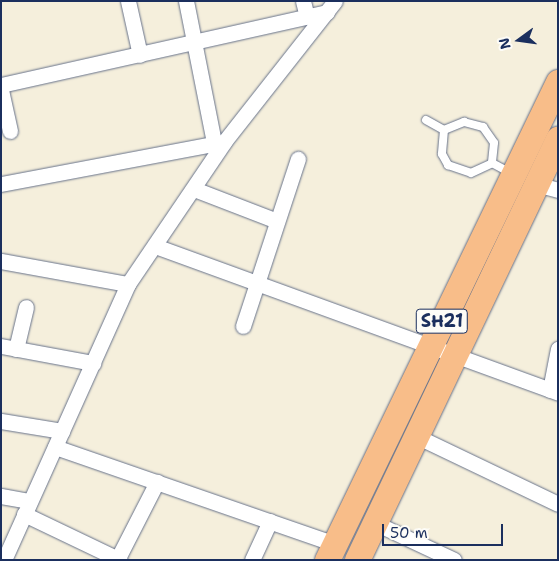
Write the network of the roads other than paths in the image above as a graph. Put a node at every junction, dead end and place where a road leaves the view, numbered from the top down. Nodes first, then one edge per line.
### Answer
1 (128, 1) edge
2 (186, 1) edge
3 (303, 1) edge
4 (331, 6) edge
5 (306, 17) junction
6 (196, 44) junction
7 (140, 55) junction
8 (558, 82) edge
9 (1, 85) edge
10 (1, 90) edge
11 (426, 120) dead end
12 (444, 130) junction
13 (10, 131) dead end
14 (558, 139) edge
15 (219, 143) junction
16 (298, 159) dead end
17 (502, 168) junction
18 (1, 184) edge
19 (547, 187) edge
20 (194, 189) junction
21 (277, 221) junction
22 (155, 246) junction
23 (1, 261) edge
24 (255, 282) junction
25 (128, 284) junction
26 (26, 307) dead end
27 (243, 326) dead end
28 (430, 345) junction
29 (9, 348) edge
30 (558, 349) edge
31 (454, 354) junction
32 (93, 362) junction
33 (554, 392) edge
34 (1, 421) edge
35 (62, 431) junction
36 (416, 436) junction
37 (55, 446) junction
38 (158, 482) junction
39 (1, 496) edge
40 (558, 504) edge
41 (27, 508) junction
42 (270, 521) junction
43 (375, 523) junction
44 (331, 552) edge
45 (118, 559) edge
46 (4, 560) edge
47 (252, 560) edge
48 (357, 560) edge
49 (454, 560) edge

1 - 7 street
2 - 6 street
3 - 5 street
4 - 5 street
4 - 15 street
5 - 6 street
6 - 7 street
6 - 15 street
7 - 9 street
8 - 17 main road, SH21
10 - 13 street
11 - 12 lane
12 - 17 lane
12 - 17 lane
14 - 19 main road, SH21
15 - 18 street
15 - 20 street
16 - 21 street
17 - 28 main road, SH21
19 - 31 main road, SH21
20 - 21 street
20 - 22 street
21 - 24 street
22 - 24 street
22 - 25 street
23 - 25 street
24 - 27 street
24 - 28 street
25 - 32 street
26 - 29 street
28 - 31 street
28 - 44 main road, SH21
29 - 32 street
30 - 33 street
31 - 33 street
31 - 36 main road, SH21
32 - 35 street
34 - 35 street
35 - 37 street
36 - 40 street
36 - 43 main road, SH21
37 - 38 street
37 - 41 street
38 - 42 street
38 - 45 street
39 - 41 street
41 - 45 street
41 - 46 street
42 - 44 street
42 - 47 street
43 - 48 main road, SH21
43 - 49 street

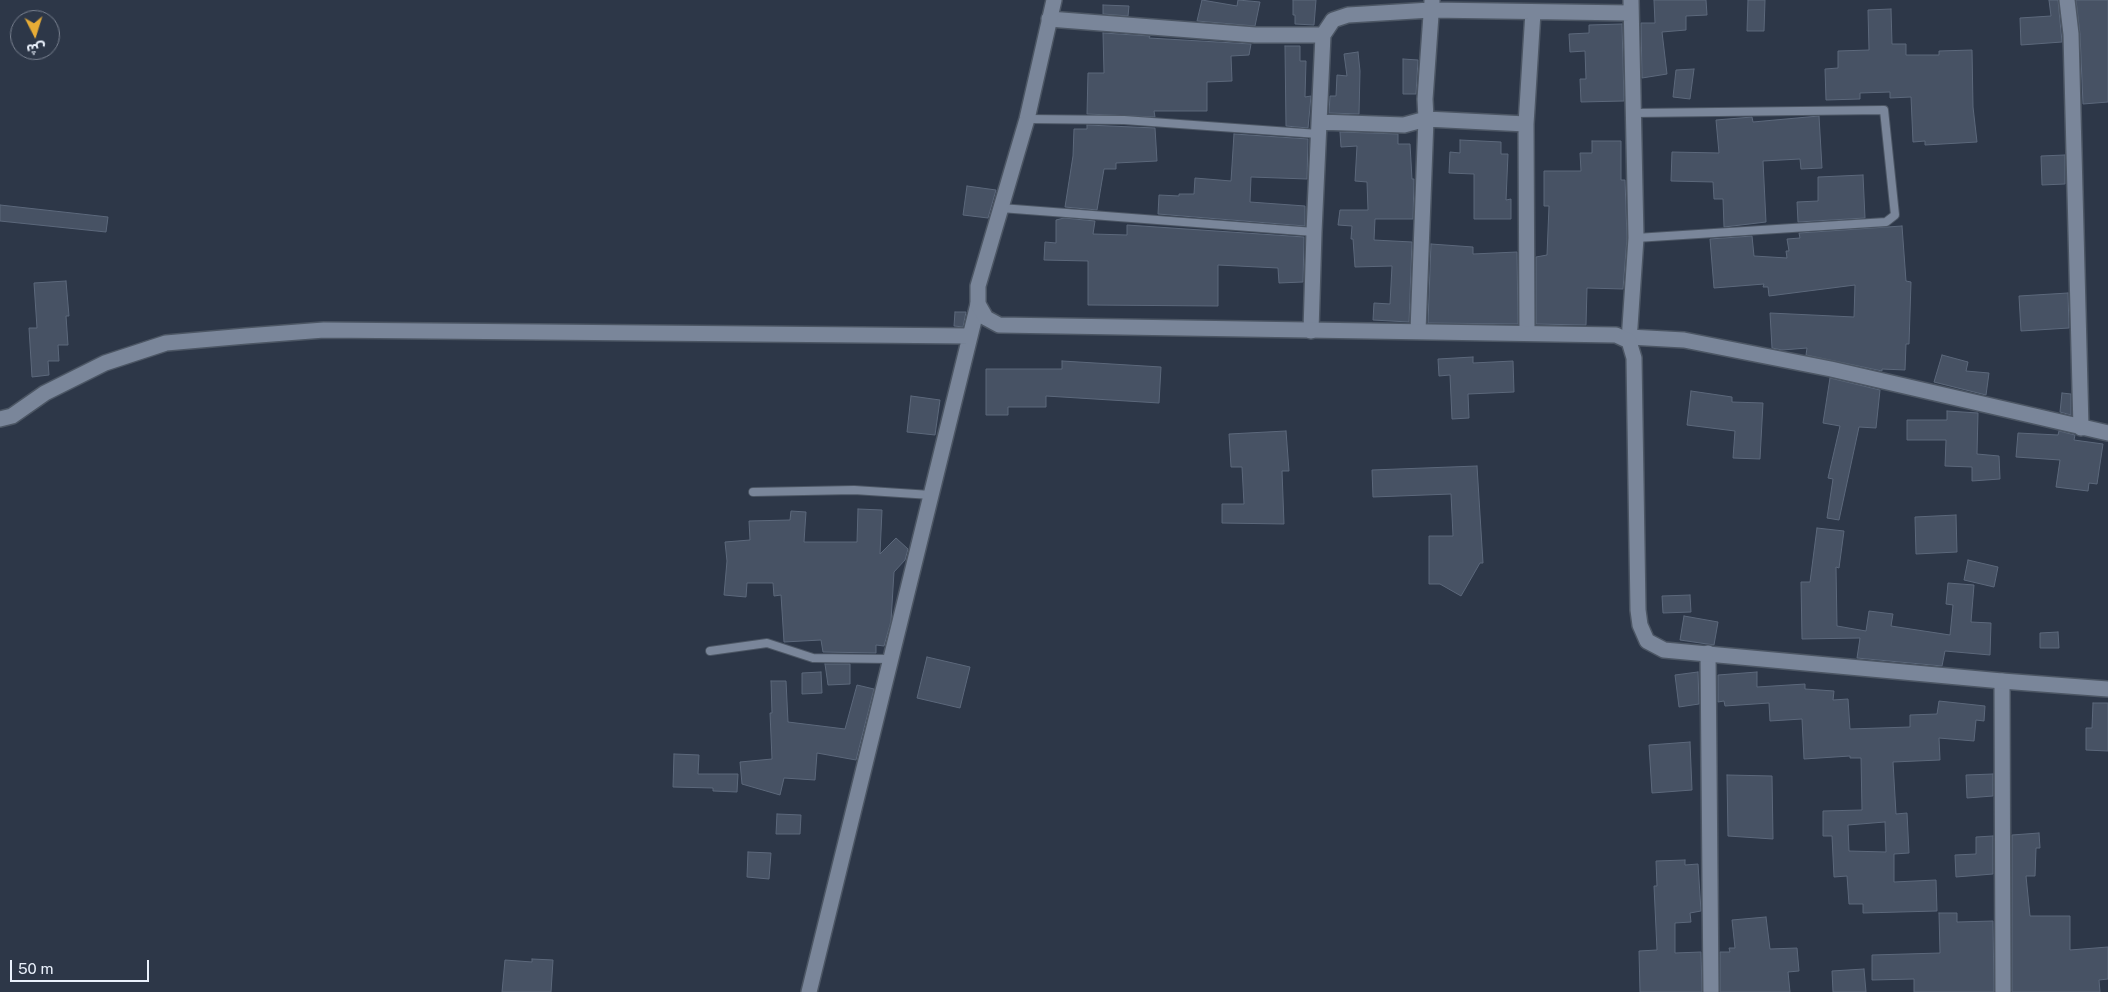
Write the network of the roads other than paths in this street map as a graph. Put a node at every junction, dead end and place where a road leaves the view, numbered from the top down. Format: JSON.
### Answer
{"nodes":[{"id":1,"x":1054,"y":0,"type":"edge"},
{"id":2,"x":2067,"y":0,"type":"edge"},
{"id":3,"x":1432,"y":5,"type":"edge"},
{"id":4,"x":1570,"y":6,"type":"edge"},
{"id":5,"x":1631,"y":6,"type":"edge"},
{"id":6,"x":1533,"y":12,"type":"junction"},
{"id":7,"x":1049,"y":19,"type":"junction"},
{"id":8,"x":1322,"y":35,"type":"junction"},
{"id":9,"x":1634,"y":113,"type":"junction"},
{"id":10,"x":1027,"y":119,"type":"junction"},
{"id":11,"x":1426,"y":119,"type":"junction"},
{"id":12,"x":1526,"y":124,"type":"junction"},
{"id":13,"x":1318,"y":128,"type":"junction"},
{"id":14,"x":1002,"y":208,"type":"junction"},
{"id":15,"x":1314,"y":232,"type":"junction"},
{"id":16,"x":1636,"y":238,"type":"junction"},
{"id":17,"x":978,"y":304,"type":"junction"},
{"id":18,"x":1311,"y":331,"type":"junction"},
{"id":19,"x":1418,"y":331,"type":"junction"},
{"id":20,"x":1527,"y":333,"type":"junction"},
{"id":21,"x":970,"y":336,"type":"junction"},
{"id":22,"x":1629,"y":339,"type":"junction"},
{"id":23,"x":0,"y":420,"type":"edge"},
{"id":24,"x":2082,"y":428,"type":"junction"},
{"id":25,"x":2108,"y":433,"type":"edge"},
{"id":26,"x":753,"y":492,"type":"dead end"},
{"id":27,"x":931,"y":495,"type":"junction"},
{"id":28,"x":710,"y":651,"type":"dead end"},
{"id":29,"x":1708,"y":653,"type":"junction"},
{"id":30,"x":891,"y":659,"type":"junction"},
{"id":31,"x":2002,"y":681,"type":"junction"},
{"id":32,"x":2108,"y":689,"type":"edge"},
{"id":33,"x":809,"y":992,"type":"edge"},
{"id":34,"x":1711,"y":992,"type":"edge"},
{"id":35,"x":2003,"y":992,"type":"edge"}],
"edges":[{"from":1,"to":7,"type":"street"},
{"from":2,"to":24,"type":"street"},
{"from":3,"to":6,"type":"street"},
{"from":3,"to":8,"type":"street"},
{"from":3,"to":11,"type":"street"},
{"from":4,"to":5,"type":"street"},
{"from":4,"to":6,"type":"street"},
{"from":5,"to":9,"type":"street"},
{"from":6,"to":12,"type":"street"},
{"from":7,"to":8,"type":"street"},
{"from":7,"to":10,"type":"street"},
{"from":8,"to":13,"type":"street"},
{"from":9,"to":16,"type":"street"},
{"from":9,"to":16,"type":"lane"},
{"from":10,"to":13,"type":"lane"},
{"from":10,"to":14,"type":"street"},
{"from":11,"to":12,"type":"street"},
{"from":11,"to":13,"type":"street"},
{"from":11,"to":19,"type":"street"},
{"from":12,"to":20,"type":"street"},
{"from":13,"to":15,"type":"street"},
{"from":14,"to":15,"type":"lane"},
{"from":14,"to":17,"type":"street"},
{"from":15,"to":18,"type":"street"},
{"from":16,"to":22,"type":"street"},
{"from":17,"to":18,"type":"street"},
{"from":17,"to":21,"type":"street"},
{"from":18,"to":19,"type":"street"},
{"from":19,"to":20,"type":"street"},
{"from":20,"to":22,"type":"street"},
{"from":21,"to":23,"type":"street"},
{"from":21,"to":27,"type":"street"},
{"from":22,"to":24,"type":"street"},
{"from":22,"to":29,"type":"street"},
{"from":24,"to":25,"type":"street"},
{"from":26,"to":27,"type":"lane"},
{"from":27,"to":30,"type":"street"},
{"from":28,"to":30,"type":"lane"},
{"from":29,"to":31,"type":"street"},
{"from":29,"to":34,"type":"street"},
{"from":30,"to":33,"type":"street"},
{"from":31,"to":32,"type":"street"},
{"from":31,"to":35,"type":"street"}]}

════════

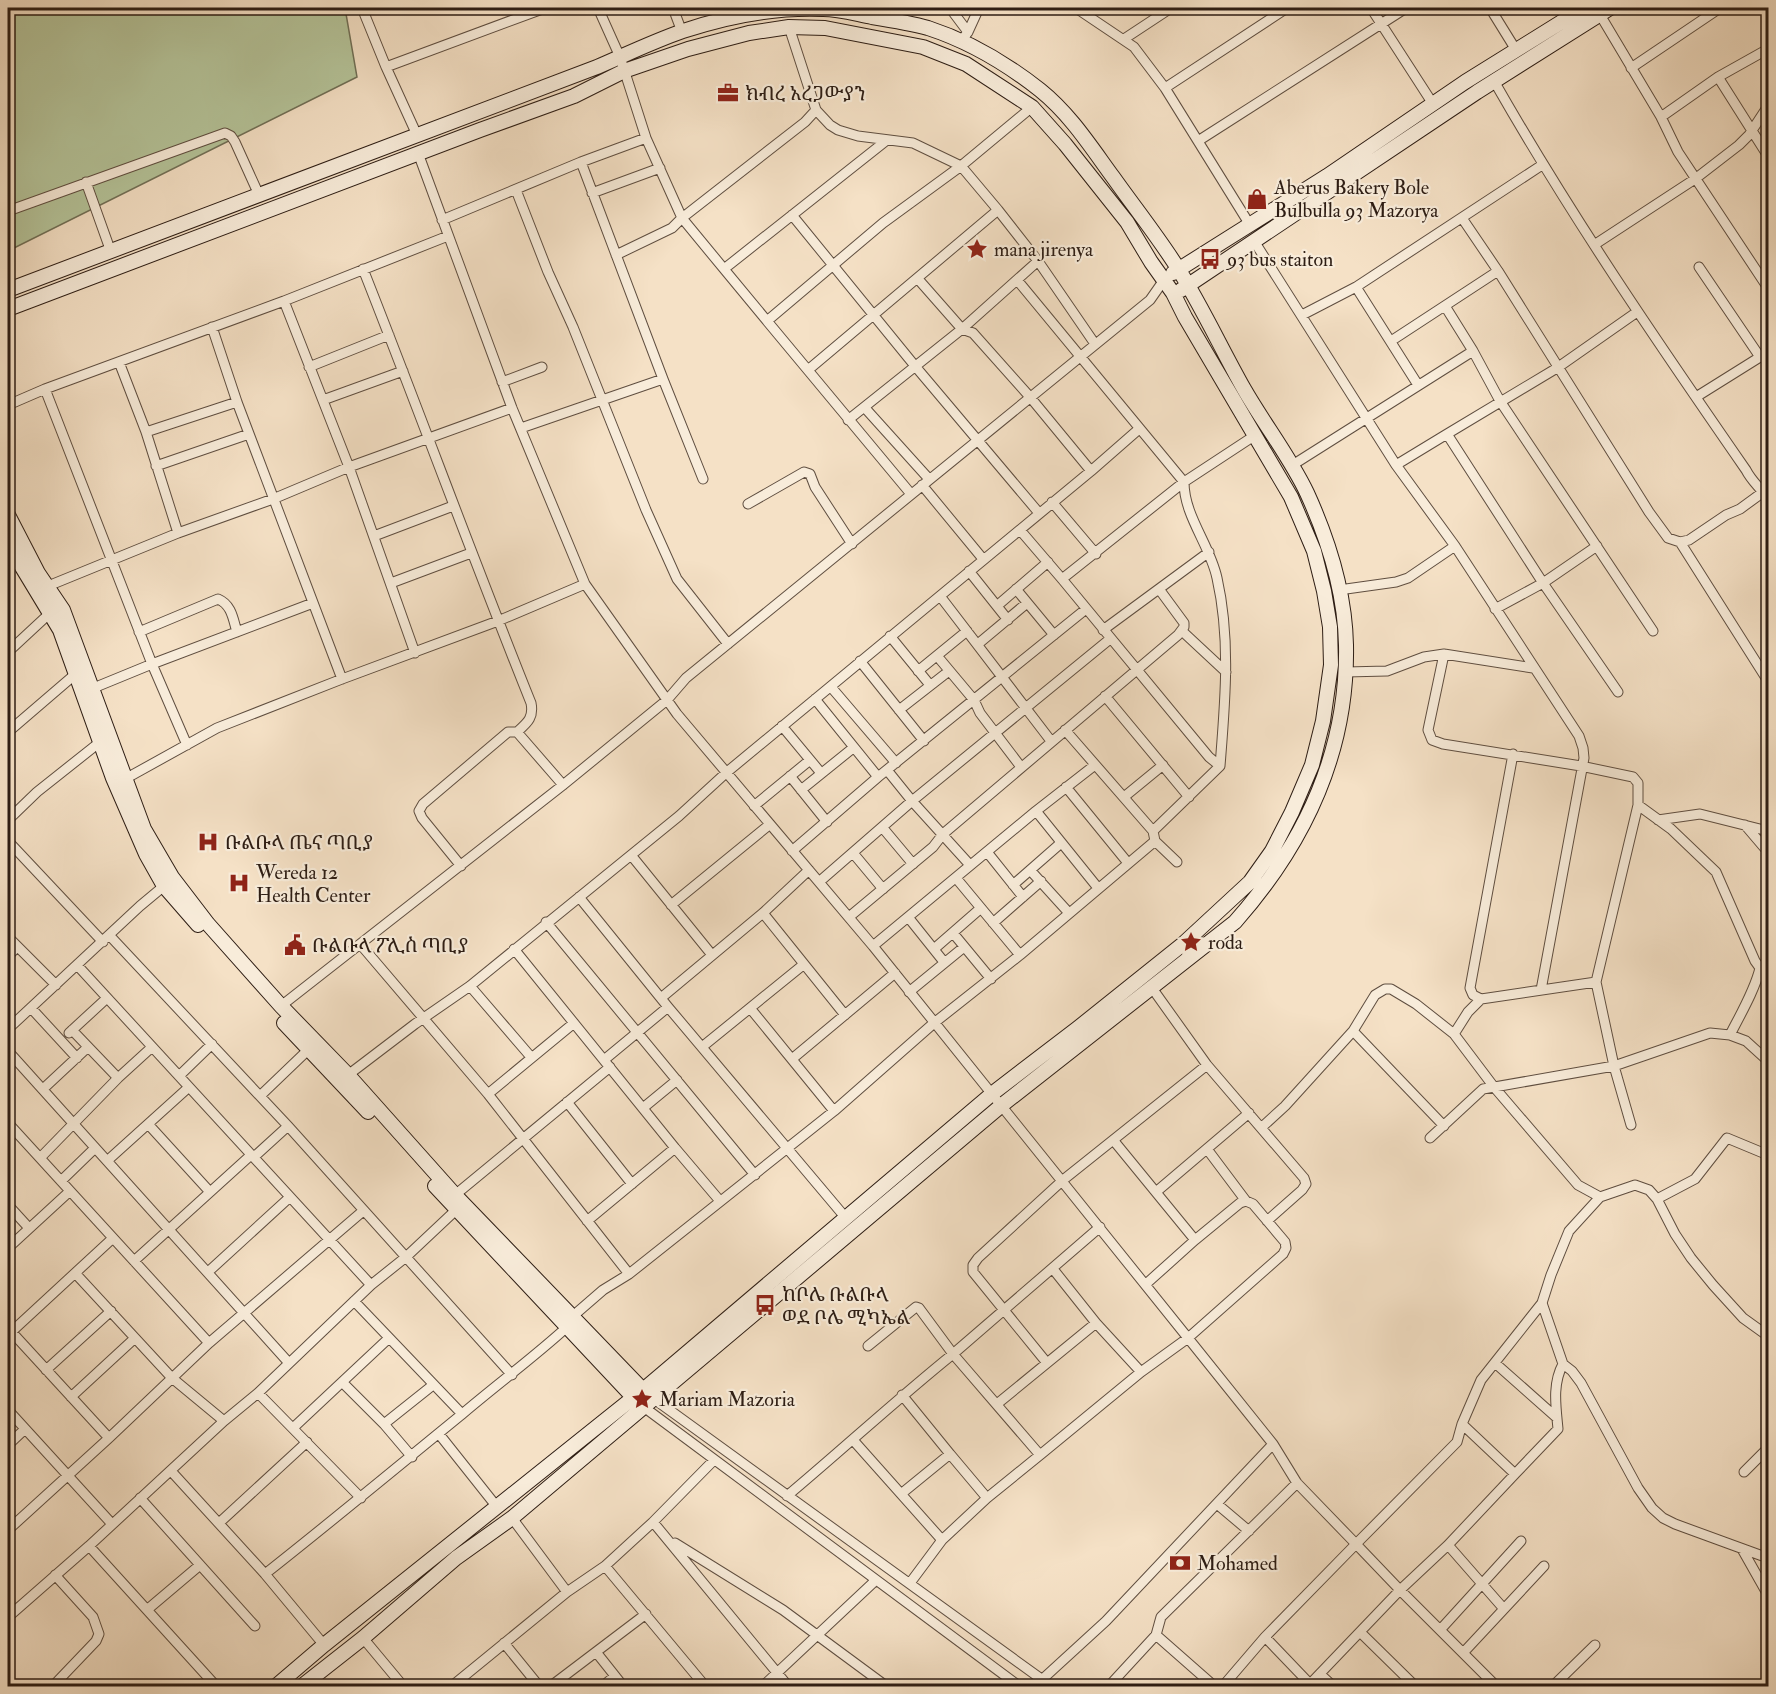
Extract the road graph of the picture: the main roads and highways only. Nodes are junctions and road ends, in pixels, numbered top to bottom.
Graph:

════════

*The task:* When a line in the data above contains the string "every", copy that line.

*Written reply:*
Write the network of the roads other than paths in the image above as a graph. Put a node at every junction, dead end and place where a road leaves the view, numbered from the top down. Nodes first, then one edge per line.
Write the network of the roads other than paths in this street map as a graph. Put a node at every junction, dead end and place where a road leaves the view, numbered from the top down. Format: JSON.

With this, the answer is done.